Kino precision(Kiron Corporation in USA) Kiron 105mm F2.8 MACRO 1:1 MC


「うーっ。うーっ・・・」。ある夜、私は唸っていました。妻に腹でも痛いのかと尋ねられたが、そうではありません。このレンズの凄まじい描写力にショックをうけていたのです。「カシャ」「あり得ない」。「カシャ」「反則だ!」。シャッター音とともに呟くわたし。「カシャ」「信じられん」。「うーっ。うーっ・・・」。ブツブツと独り言を吐いていると、私の異変に気づいて娘が起きてきました。しばらく部屋の戸口で何も言わずに私の事をじーっと観察していましたが、いつの間にかまた寝に入ってゆきました。

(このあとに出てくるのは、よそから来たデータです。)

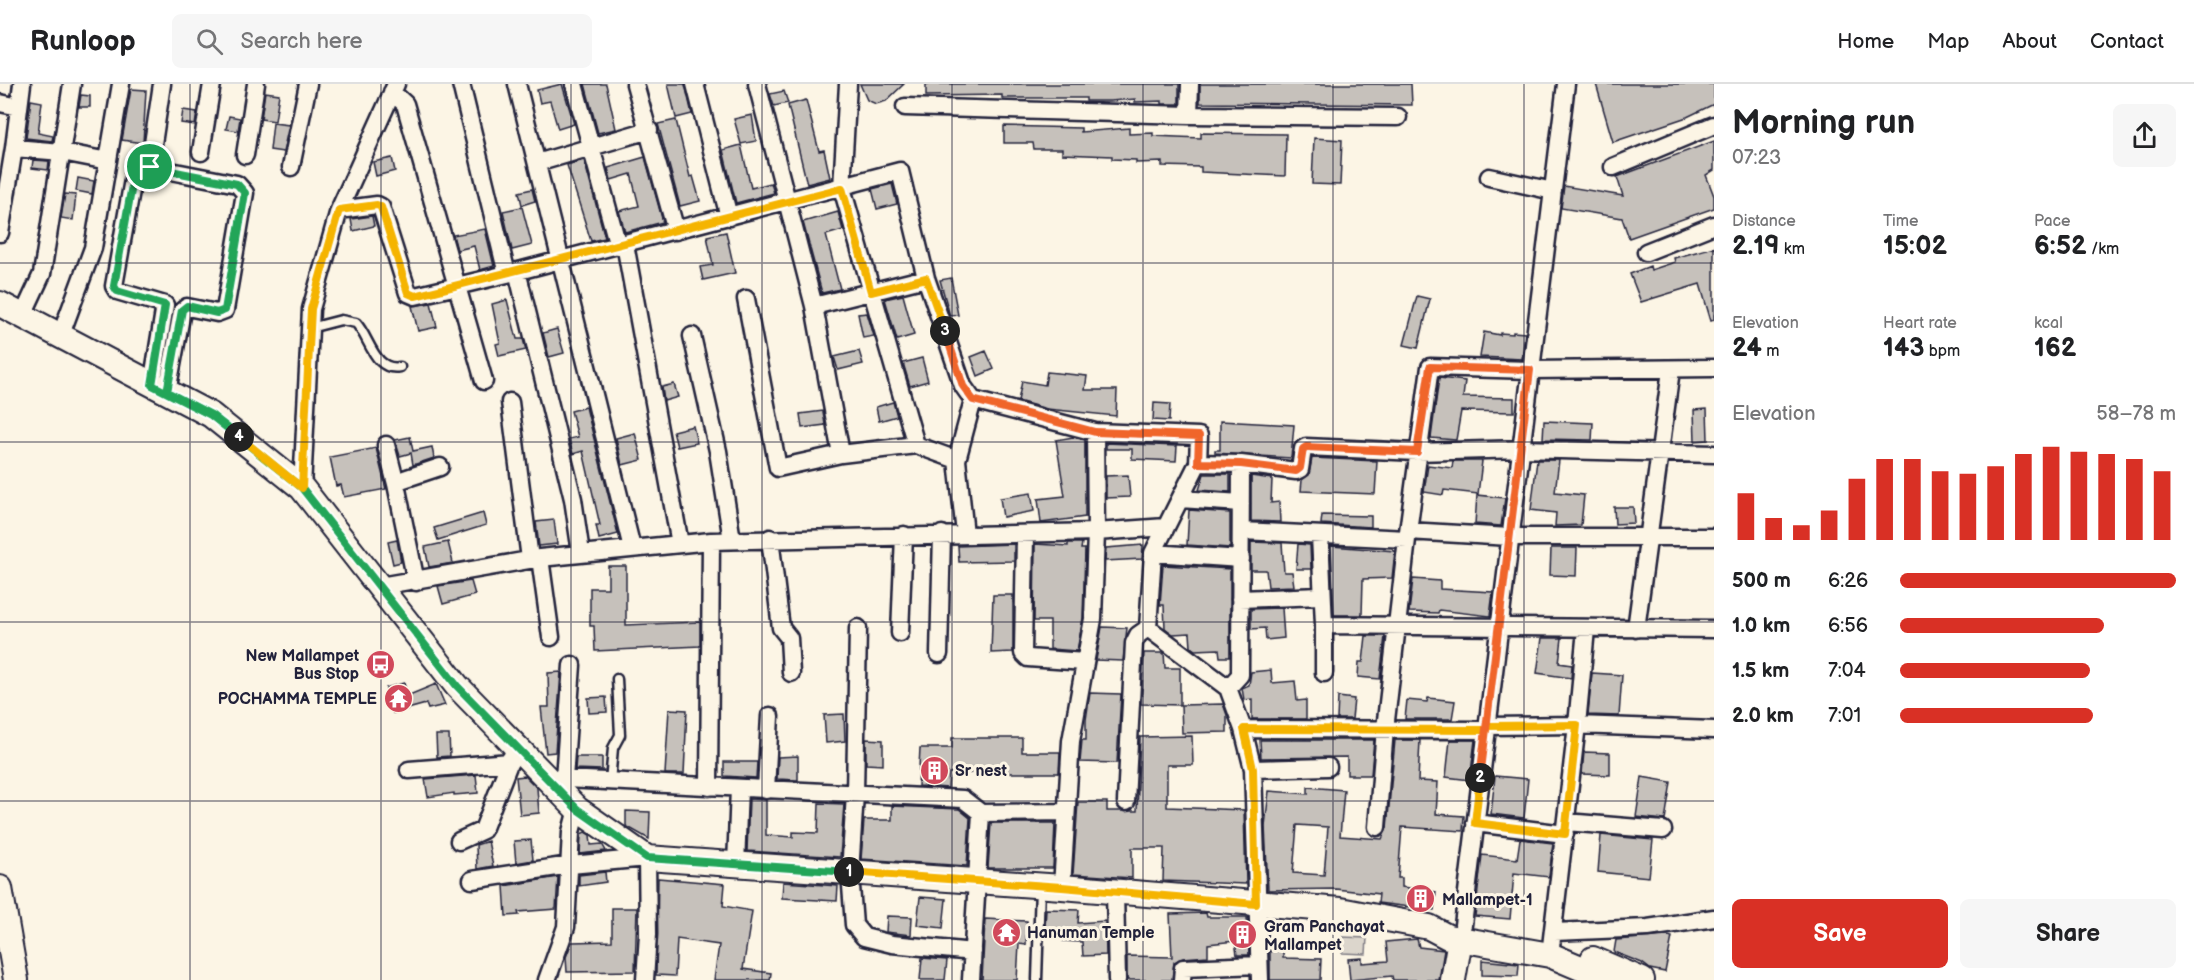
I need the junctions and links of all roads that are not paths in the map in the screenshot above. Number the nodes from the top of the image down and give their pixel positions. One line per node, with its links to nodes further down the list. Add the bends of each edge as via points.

海外で絶賛された国産マイナーレンズ PART 3(最終回)
伝説の望遠マクロレンズ
KINO PRECISION(KIRON CORPORATION) KIRON 105mm F2.8 MACRO 1:1 MC
ソーシャルメディアネットワークのMFlensesでかつて実施された公開ファン投票の望遠マクロ部門において、ニコンの名玉AI Micro-Nikkor 105mm F2.8を抑え堂々のベストレンズに輝いたのが、キノ精密工業のマクロレンズKIRON(キロン) 105mm F2.8です。海外の写真誌FOTO[1](1985年)でも、このレンズがMicro-Nikkor 105mm やTokina 90mm F2.5を凌ぐ抜群の性能であると紹介され絶賛されました。私もかつてMicro-Nikkor 105mmを手にしたことがありますが、これは本当に高性能なレンズです。そして、比較テストにこの最強の刺客が送り込まれたのは、KIRONに途方もない実力が備わっていたからに他なりません。KIRON 105mmはこうして、マクロレンズ界の伝説となったのです。

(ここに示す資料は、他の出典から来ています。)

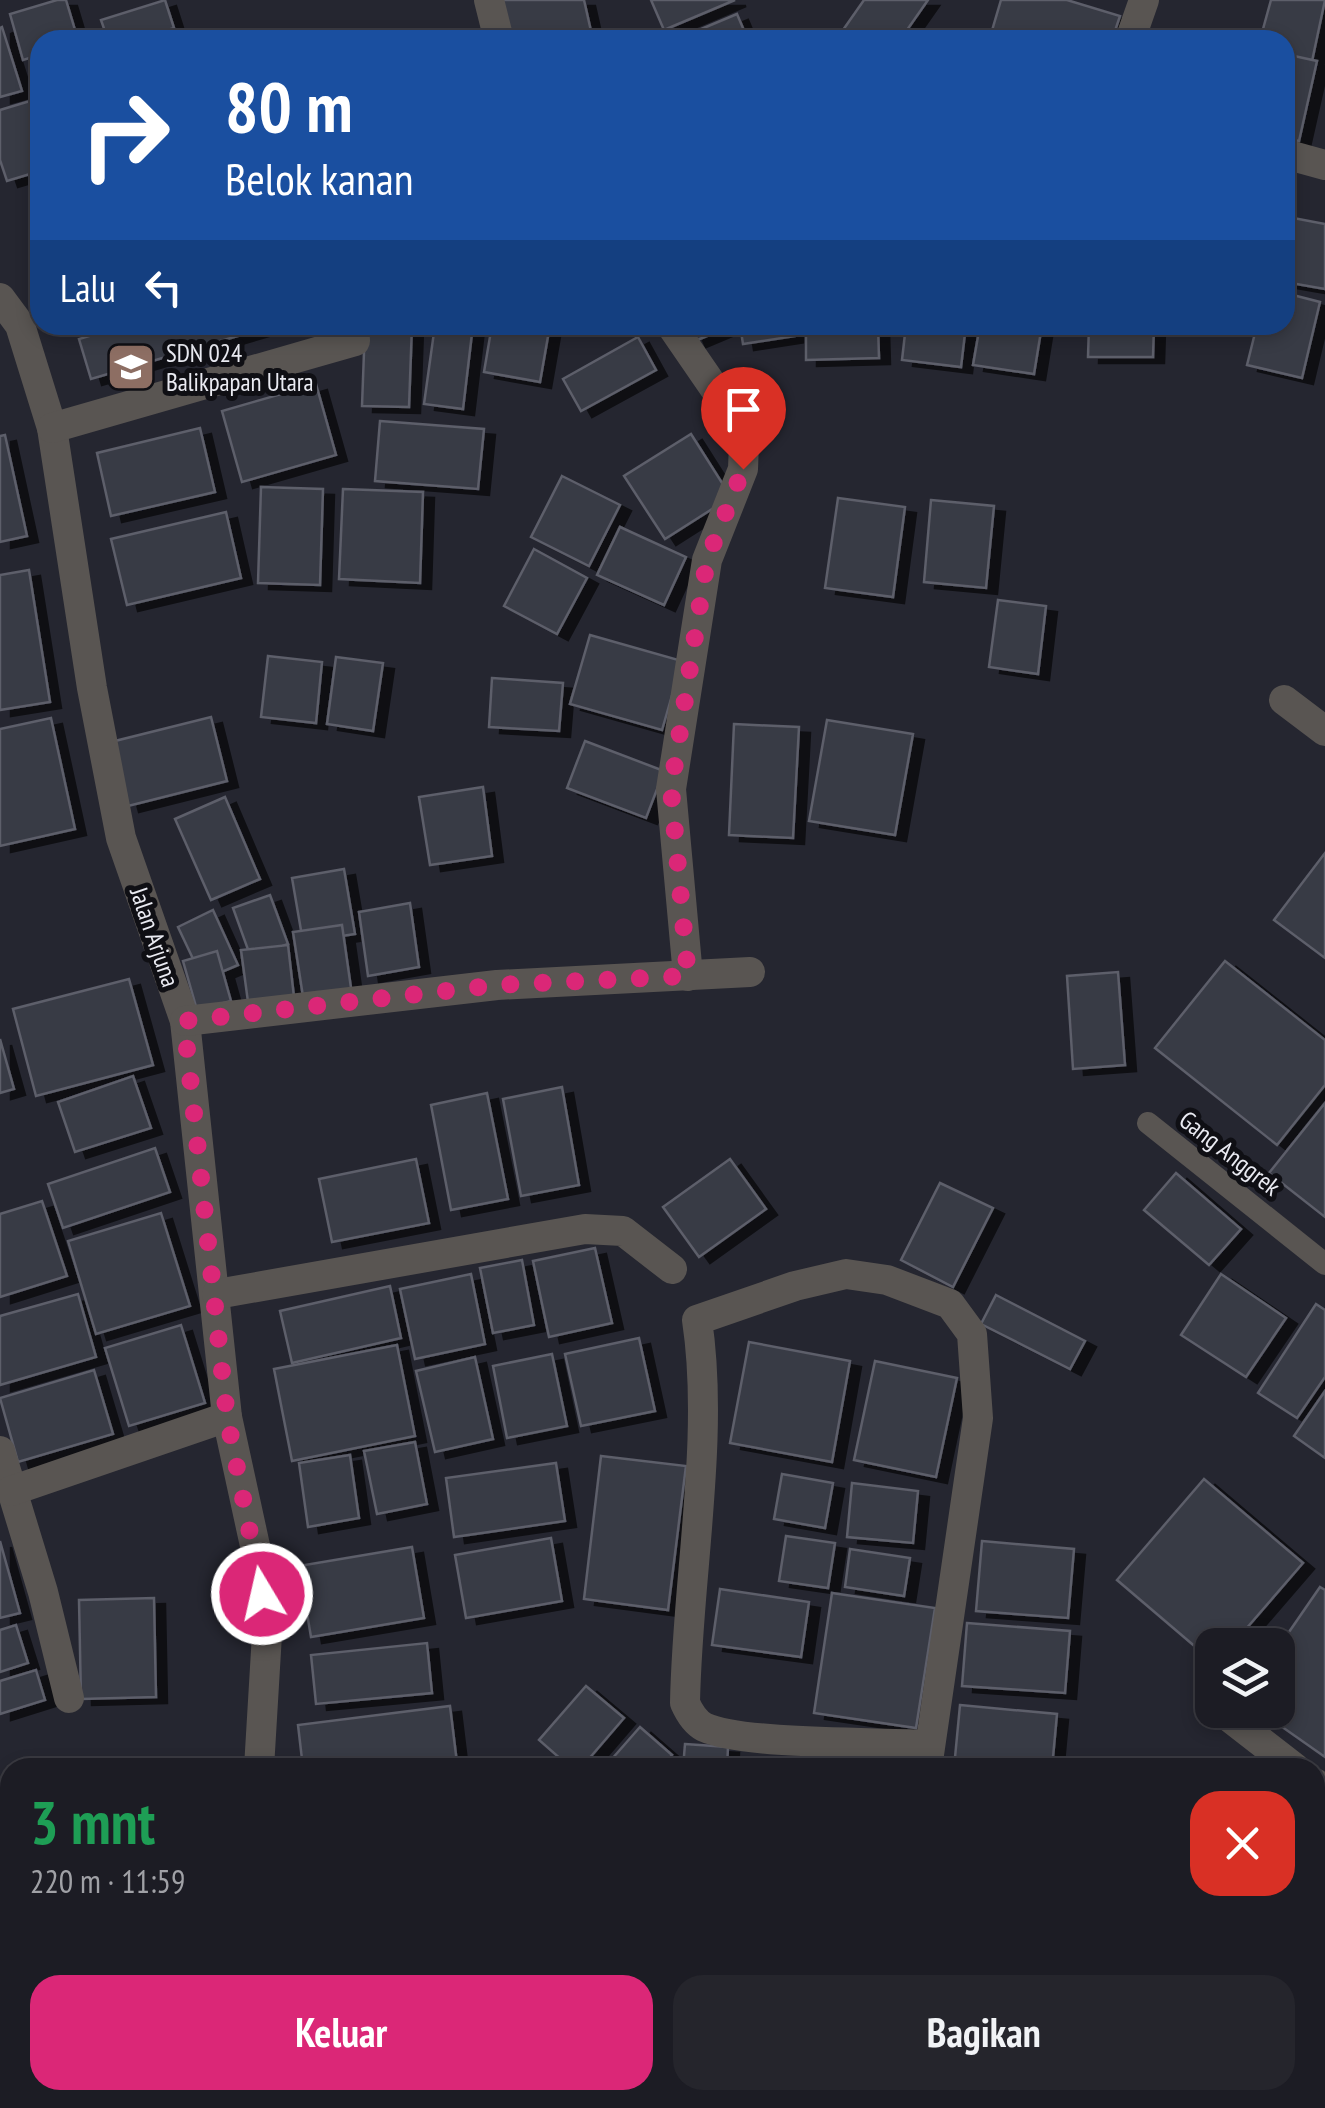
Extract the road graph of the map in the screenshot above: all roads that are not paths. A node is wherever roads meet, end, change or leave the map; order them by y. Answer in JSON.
{"nodes":[{"id":1,"x":489,"y":0,"type":"edge"},
{"id":2,"x":1144,"y":0,"type":"edge"},
{"id":3,"x":497,"y":30,"type":"edge"},
{"id":4,"x":1134,"y":30,"type":"edge"},
{"id":5,"x":1295,"y":157,"type":"edge"},
{"id":6,"x":1325,"y":165,"type":"edge"},
{"id":7,"x":0,"y":298,"type":"edge"},
{"id":8,"x":355,"y":335,"type":"edge"},
{"id":9,"x":678,"y":335,"type":"edge"},
{"id":10,"x":52,"y":428,"type":"junction"},
{"id":11,"x":1284,"y":700,"type":"dead end"},
{"id":12,"x":1325,"y":730,"type":"edge"},
{"id":13,"x":750,"y":972,"type":"dead end"},
{"id":14,"x":688,"y":976,"type":"junction"},
{"id":15,"x":184,"y":1021,"type":"junction"},
{"id":16,"x":1148,"y":1123,"type":"dead end"},
{"id":17,"x":1325,"y":1264,"type":"edge"},
{"id":18,"x":672,"y":1269,"type":"dead end"},
{"id":19,"x":217,"y":1294,"type":"junction"},
{"id":20,"x":227,"y":1417,"type":"junction"},
{"id":21,"x":0,"y":1451,"type":"edge"},
{"id":22,"x":11,"y":1491,"type":"junction"},
{"id":23,"x":69,"y":1698,"type":"dead end"},
{"id":24,"x":1244,"y":1728,"type":"edge"},
{"id":25,"x":928,"y":1756,"type":"edge"},
{"id":26,"x":261,"y":1758,"type":"edge"},
{"id":27,"x":1282,"y":1758,"type":"edge"}],
"edges":[{"from":1,"to":3,"type":"street"},
{"from":2,"to":4,"type":"street"},
{"from":5,"to":6,"type":"street"},
{"from":7,"to":10,"type":"street","name":"Jalan Arjuna"},
{"from":8,"to":10,"type":"street"},
{"from":9,"to":14,"type":"street"},
{"from":10,"to":15,"type":"street","name":"Jalan Arjuna"},
{"from":11,"to":12,"type":"street"},
{"from":13,"to":14,"type":"street"},
{"from":14,"to":15,"type":"street"},
{"from":15,"to":19,"type":"street","name":"Jalan Arjuna"},
{"from":16,"to":17,"type":"lane","name":"Gang Anggrek"},
{"from":18,"to":19,"type":"street"},
{"from":19,"to":20,"type":"street","name":"Jalan Arjuna"},
{"from":20,"to":22,"type":"street"},
{"from":20,"to":26,"type":"street","name":"Jalan Arjuna"},
{"from":21,"to":22,"type":"street"},
{"from":22,"to":23,"type":"street"},
{"from":24,"to":27,"type":"street"},
{"from":25,"to":25,"type":"street"}]}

キノ精密工業(KINO PRECISION/現・メレスグリオ株式会社)は埼玉県比企郡ときがわ町に拠点を置く光学メーカーです。創業は1954年で、設立当初は8mmムービーカメラ用レンズ(米国ではKINOTELのブランド名)をOEM供給していました。1965年に同社は35mm判スチールカメラ用レンズの分野に進出し、Ponder and Best(後のVivitar)にレンズをOEM供給を開始しました。1970年代にキノ精密工業が供給したVIVITARシリーズ1は控えめな価格設定とクオリティの高さで消費者からの大きな反響を獲得、キノはビビターブランドを世に広める立役者となります。当時のキノ精密工業のクオリティの高さは日本のOEMレンズメーカーの中で飛び抜けており、他社よりも品質の高い製品を市場に供給することが同社アイデンティティであったことは間違いないと思います。ところがビビターブランドの同じ製品カテゴリーに日本の他のメーカーが参入したため、キノ精密工業に対する評価とビビターブランドに対する評価が一意ではなくなってしまいます。同社は1980年にカリフォルニアのカーソンに米国子会社のKiron Corporationを設立、他社へのOEM供給を続けながらも自社ブランドのKIRONでレンズの供給を開始します。
KIRONブランドは品質の高さと性能の良さで、直ぐにサードパーティ市場での頭角を現してゆきます。特に評判が良かったレンズは28mm F2、105mm F2.8 MACRO、28-210mm F4-F5.6,  28-210mm F3.8-F5.6 varifocal zoom, 28-85mm F2.8-3.8 varifocal zoomの5製品で、解像力の高さとシャープネス、クオリティの高さにより、海外では各方面の雑誌レビューで絶賛されています[3]。Kironブランドの5つの広告のうち4つが米国で広告賞を受賞したこともKIRONの認知度を高める切っ掛けとなりました。1980年代当時のKIRONブランドの販売価格はメーカー純正レンズよりも僅かに安い程度でしたが、販売店や消費者から廉価品扱いされることがありませんでした。Kiron立ち上げから僅か12か月、同ブランドの売上高は米国内で当時64あったレンズブランドの4位をマークしています[8]。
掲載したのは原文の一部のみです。